Nigel Brown Talks About National Identity for Cultural Icons

Nigel Brown Cultural Icons Interview #58

Episode #58 of the Cultural Icons series features Nigel Brown returning for a second interview with author and curator Richard Wolfe. Nigel and Richard discuss the subject of National Identity and Nigel’s own work. The designer of the Museum of the Vernacular (MOV) emblem, Nigel also has his work prominently displayed in the current exhibition at the MOV, Lounge.

In this episode of Cultural Icons Nigel discusses at length his fascination with kiwi iconography and a parallel, if somewhat humorous, admiration for local souvenir shops. He talks about his early encounter with the force -both physical and psychological- of the atomic bomb, and his constant observation of the dualities at play in the New Zealand psyche.

He discusses repetition of motifs in his work and the similarities he sees to the art of tribal peoples both locally and in Australia. His yarn is peppered with post-colonialist sentiment, activist fervour and a disdain for the status quo making it a lively insight into one of New Zealand’s most seminal painters. Nigel here waxes lyrically and un-pretentiously about the good, the bad, and the ugly of what it means to be from New Zealand.

Nigel Brown’s first Cultural Icons interview is an enlightening and candid discussion with writer/musician Denys Trussell.
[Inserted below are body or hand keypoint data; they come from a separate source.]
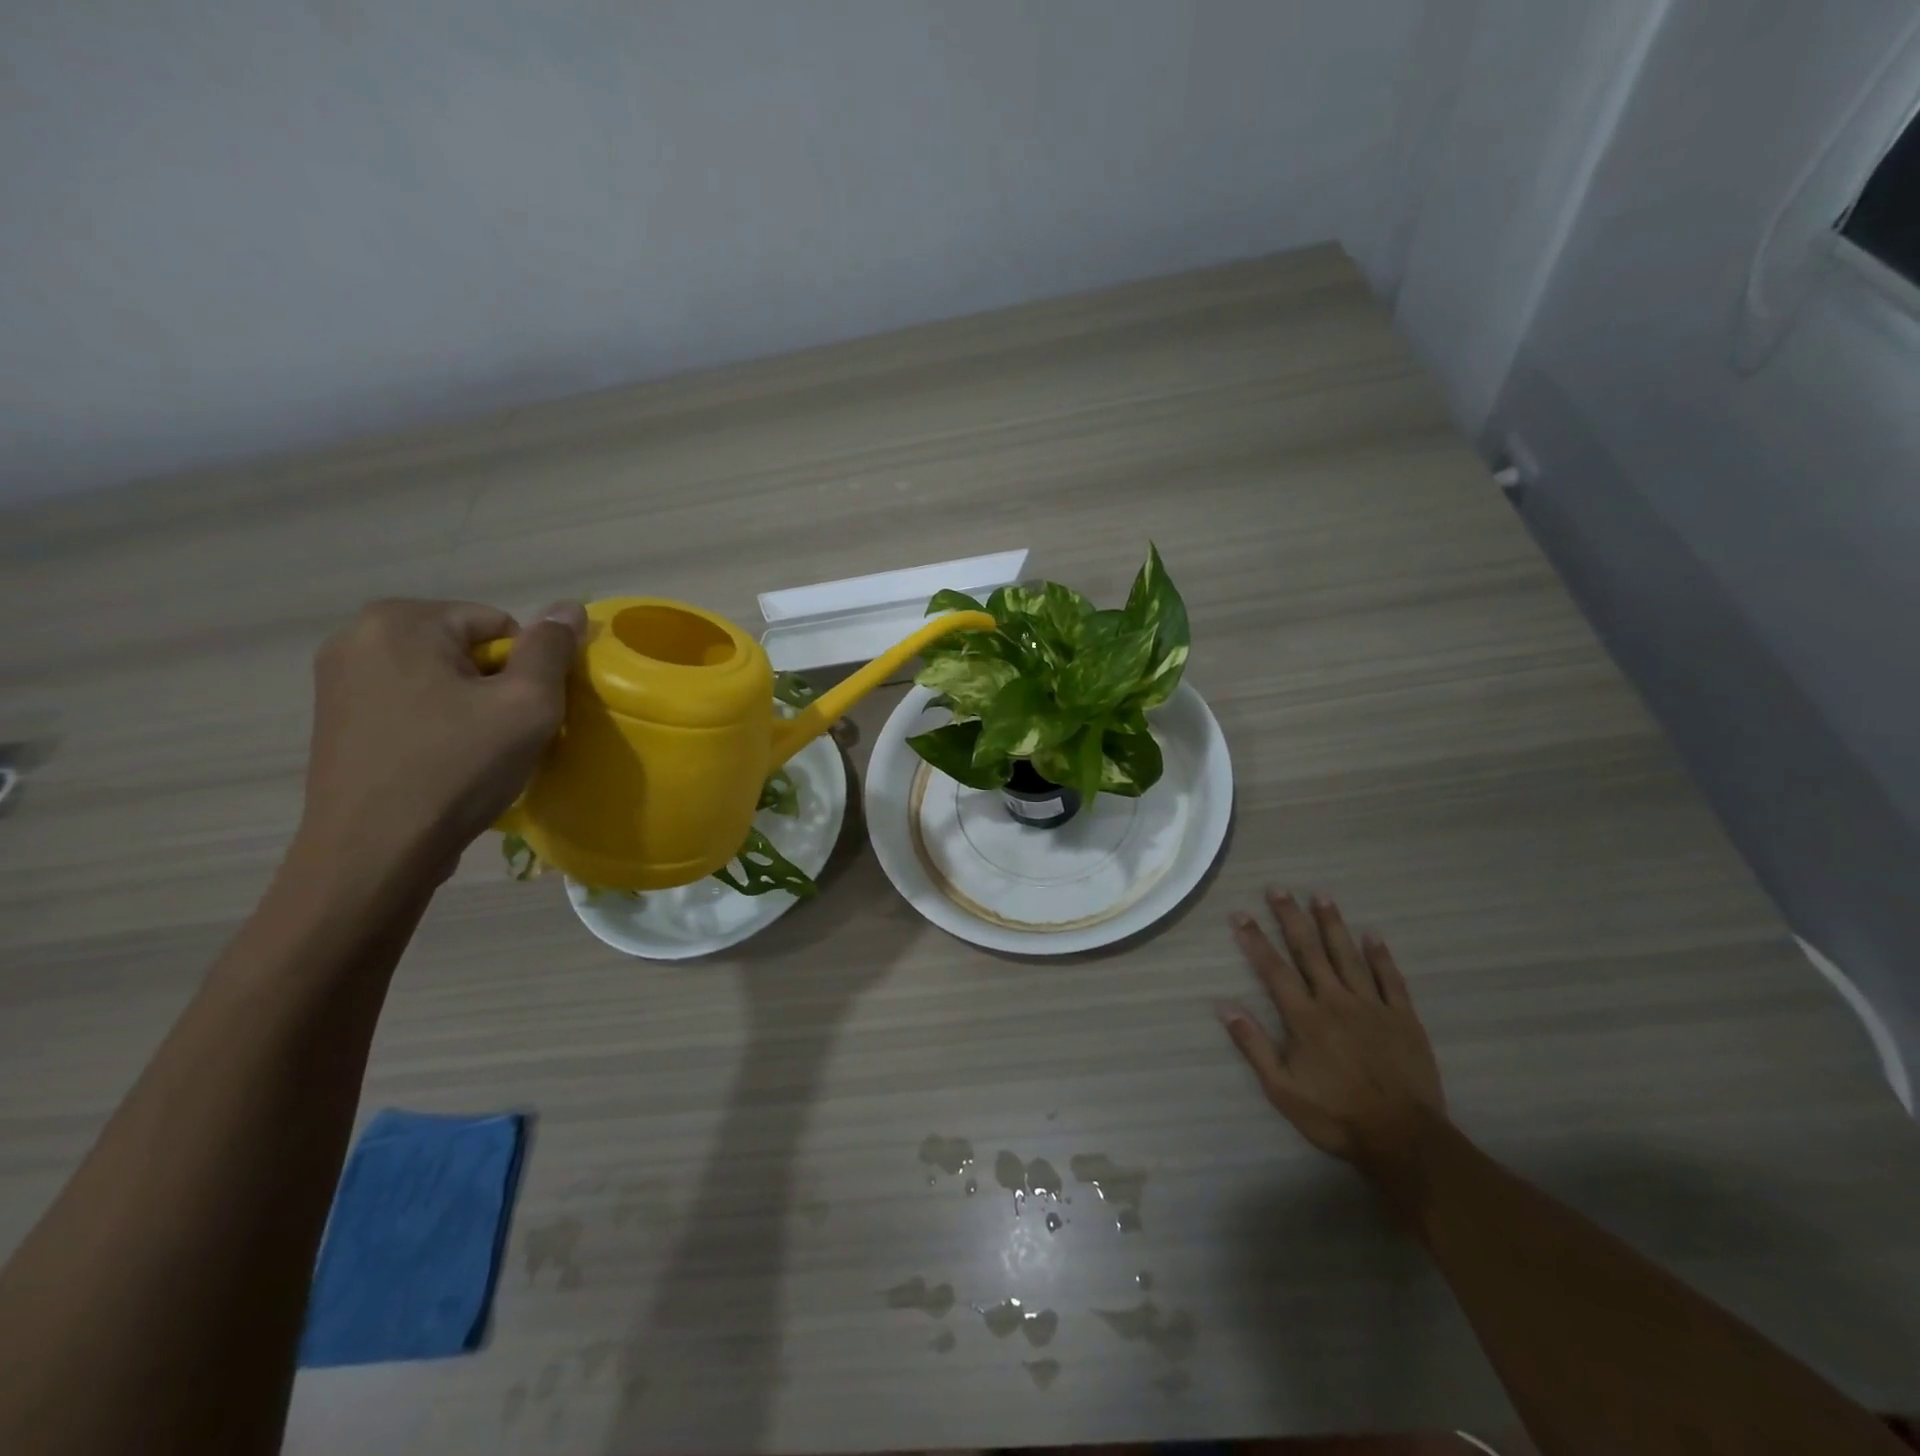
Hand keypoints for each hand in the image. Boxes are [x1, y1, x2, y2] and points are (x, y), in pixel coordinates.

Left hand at [296, 599, 585, 880]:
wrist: (374, 852)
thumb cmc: (456, 768)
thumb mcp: (527, 704)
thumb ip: (552, 649)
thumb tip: (569, 605)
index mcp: (400, 621)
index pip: (500, 624)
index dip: (525, 670)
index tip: (520, 715)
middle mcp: (357, 636)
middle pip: (466, 648)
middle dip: (495, 686)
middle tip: (502, 735)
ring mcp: (338, 679)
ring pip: (440, 677)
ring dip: (468, 706)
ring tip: (474, 752)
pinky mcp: (335, 718)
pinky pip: (410, 703)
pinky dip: (437, 724)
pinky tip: (442, 762)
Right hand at [1217, 890, 1446, 1180]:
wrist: (1403, 1139)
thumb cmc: (1336, 1116)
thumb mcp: (1282, 1089)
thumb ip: (1253, 1045)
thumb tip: (1223, 1006)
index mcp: (1304, 1017)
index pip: (1273, 969)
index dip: (1255, 940)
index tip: (1240, 914)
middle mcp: (1335, 1001)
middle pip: (1309, 951)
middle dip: (1291, 918)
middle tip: (1278, 889)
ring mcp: (1372, 1007)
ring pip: (1347, 956)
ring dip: (1332, 924)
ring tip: (1321, 896)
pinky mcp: (1403, 1018)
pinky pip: (1390, 979)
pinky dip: (1380, 956)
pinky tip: (1372, 935)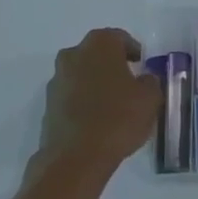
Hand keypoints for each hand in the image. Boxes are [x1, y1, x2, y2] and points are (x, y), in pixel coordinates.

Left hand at [33, 29, 161, 180]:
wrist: (75, 159)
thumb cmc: (118, 118)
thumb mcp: (150, 98)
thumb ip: (150, 81)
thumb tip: (144, 80)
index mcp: (100, 43)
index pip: (120, 39)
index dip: (134, 52)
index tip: (142, 66)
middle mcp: (74, 54)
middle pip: (97, 54)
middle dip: (112, 66)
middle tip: (128, 84)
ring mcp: (57, 80)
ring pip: (82, 75)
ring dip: (95, 84)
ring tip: (112, 106)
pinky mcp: (47, 106)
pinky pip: (71, 97)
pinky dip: (83, 103)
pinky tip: (96, 122)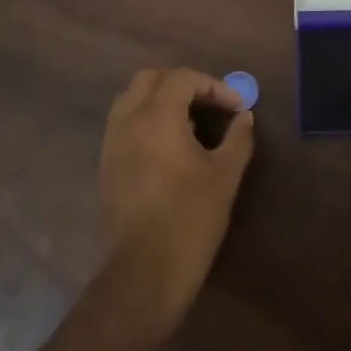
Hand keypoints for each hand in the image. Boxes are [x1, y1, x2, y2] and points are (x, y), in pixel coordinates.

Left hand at [97, 68, 254, 332]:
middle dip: (183, 84)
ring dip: (161, 99)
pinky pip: (124, 123)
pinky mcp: (106, 164)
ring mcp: (112, 142)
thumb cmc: (190, 219)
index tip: (237, 108)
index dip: (214, 86)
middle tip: (211, 103)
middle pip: (151, 79)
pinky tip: (170, 146)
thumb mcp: (225, 176)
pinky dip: (146, 119)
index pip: (183, 79)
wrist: (144, 271)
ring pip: (132, 99)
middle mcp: (128, 121)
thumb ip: (237, 138)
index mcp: (156, 117)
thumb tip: (244, 117)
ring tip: (191, 122)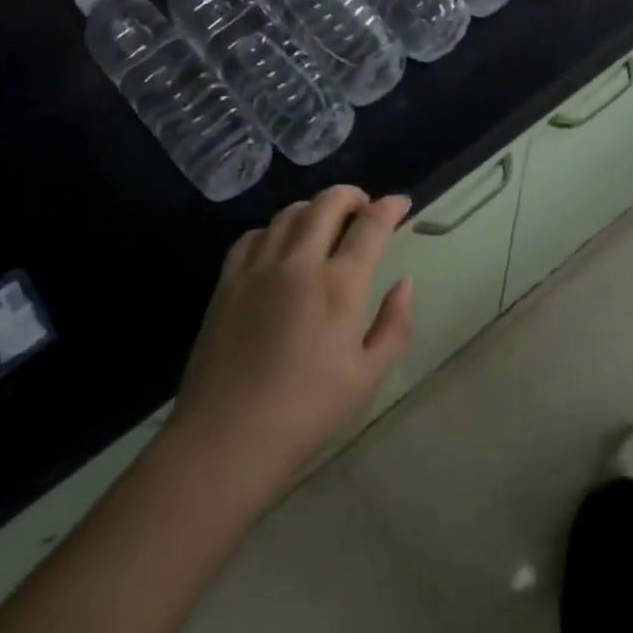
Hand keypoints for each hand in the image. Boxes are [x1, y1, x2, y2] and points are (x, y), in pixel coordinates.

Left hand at [169, 186, 413, 491]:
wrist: (228, 436)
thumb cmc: (307, 411)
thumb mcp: (368, 375)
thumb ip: (395, 324)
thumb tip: (404, 284)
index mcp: (338, 285)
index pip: (370, 227)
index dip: (390, 208)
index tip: (401, 203)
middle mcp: (298, 263)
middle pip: (326, 204)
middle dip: (352, 195)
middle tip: (365, 208)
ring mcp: (257, 268)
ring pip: (289, 213)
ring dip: (314, 208)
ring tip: (326, 224)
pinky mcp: (227, 281)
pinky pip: (254, 235)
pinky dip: (276, 228)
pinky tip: (281, 246)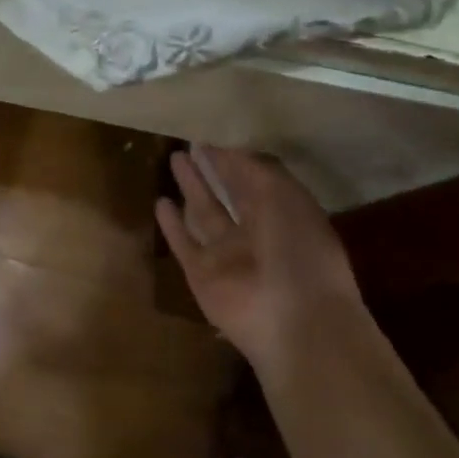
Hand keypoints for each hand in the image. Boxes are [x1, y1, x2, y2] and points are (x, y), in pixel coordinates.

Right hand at [155, 147, 360, 369]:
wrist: (291, 320)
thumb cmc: (297, 250)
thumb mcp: (284, 197)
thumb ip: (255, 170)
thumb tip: (228, 151)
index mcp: (286, 214)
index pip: (258, 179)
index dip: (237, 158)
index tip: (215, 136)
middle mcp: (258, 233)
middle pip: (231, 194)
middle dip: (214, 169)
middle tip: (191, 144)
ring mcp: (228, 255)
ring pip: (206, 214)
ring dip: (192, 188)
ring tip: (174, 159)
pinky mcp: (202, 274)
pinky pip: (184, 243)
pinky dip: (172, 225)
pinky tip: (160, 203)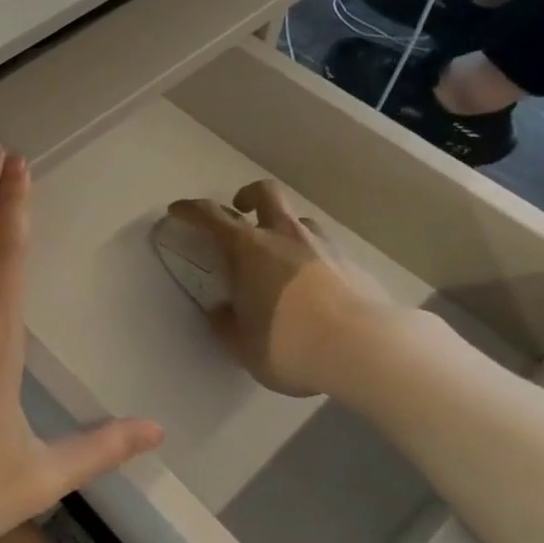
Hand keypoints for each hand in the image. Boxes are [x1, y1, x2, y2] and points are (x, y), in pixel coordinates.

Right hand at [167, 181, 397, 399]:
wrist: (366, 348)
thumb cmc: (290, 343)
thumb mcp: (243, 345)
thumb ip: (226, 324)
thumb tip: (222, 312)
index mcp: (249, 249)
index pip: (211, 216)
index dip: (191, 210)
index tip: (178, 210)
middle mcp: (285, 236)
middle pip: (265, 193)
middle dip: (248, 195)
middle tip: (241, 211)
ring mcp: (323, 246)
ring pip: (299, 220)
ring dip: (284, 228)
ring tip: (280, 256)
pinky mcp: (353, 264)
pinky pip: (325, 249)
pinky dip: (312, 258)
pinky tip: (314, 287)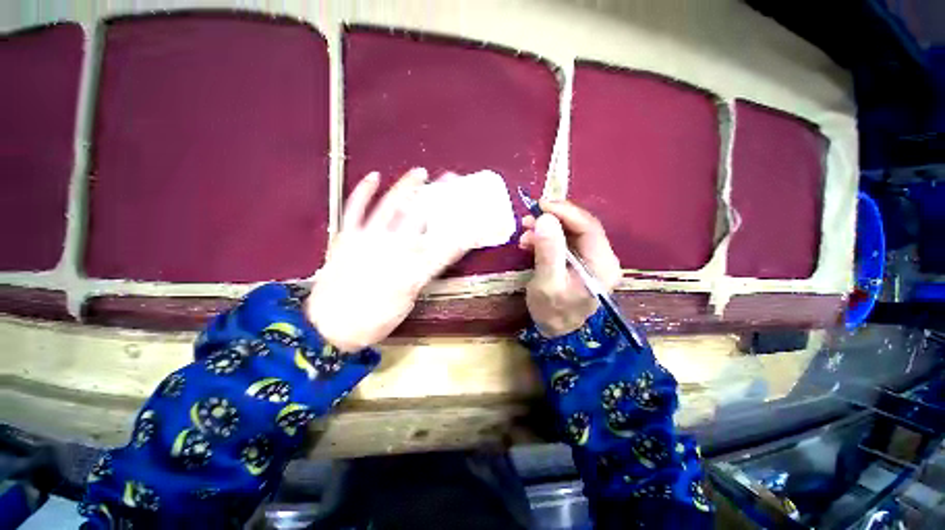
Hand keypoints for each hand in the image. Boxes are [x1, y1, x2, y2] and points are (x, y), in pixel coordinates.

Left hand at [307, 169, 469, 350]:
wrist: (329, 327)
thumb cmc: (374, 320)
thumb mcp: (408, 302)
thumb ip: (421, 275)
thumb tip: (430, 257)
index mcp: (412, 270)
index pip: (445, 247)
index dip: (463, 232)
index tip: (476, 220)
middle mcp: (392, 249)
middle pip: (421, 218)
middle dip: (440, 198)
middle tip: (451, 181)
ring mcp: (366, 239)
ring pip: (390, 206)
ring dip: (406, 186)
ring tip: (420, 172)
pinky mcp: (346, 237)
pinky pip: (354, 209)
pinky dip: (363, 191)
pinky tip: (374, 176)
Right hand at [519, 200, 621, 337]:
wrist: (558, 333)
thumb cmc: (553, 312)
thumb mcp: (547, 284)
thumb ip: (548, 252)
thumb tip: (545, 219)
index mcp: (602, 265)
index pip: (589, 227)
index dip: (565, 212)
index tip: (541, 205)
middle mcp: (603, 258)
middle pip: (581, 226)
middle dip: (554, 219)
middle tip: (528, 218)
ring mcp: (592, 259)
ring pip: (571, 232)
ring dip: (547, 228)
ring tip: (525, 231)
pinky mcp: (580, 261)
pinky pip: (565, 241)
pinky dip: (547, 237)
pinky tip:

Nigel and Denys are friends and collaborators; in 2004 Nigel exhibited a series of work inspired by ‘The Dance of the Origin’, a poem by Denys. The interview takes a conversational form with the two talking about (among other things) the future of painting, the relationship between poetic words and visuals in Nigel’s work and his use of recurring symbols, such as the axe man, driveways and the little dog.